For almost forty years, Dean Smith coached the University of North Carolina men’s basketball program with unsurpassed success- on the court and in shaping young men’s lives. In his long-awaited memoir, he reflects on the great games, teams, players, strategies, and rivalries that defined his career, and explains the philosophy that guided him. There’s a lot more to life than basketball- though some may beg to differ- but there’s a lot more to basketball than basketball, and this is a book about basketball filled with wisdom about life. Dean Smith insisted that the fundamentals of good basketball were the fundamentals of character- passion, discipline, focus, selflessness, and responsibility- and he strove to unite his teams in pursuit of those values.

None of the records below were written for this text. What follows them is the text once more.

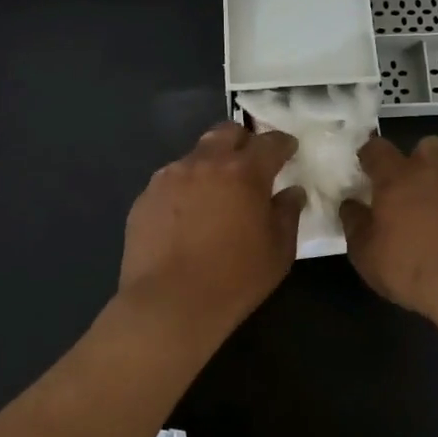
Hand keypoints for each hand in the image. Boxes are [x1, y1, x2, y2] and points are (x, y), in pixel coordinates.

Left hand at [117, 122, 305, 340]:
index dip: (283, 143)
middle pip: (227, 132)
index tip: (289, 150)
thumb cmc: (234, 279)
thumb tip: (292, 192)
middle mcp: (205, 163)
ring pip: (196, 154)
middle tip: (251, 163)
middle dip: (243, 141)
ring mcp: (170, 176)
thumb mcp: (278, 252)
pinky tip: (187, 215)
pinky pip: (171, 179)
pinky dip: (185, 187)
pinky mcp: (146, 196)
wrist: (168, 304)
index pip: (270, 142)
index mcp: (244, 172)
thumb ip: (287, 214)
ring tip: (215, 192)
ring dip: (211, 164)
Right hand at [340, 135, 437, 340]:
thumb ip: (355, 224)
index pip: (377, 148)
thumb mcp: (366, 255)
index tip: (366, 169)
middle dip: (417, 159)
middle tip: (409, 188)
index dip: (370, 156)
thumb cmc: (412, 269)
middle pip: (427, 146)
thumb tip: (350, 205)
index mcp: (398, 178)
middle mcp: (435, 172)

To read this book is to understand why Dean Smith changed the lives of the players he coached, from Michael Jordan, who calls him his second father and who never played a single NBA game without wearing a pair of UNC basketball shorts under his uniform, to the last man on the bench of his least talented team. We all wish we had a coach like Dean Smith in our lives, and now we will have that chance.
Author
Dean Smith
Dean Smith was born in Emporia, Kansas, in 1931. At age thirty he became head coach of UNC, and over thirty-six years there established a record (879-254,.776) as the winningest coach in college basketball history. Smith has won numerous coaching awards, including eight ACC Coach of the Year titles. He lives in Chapel Hill, North Carolina.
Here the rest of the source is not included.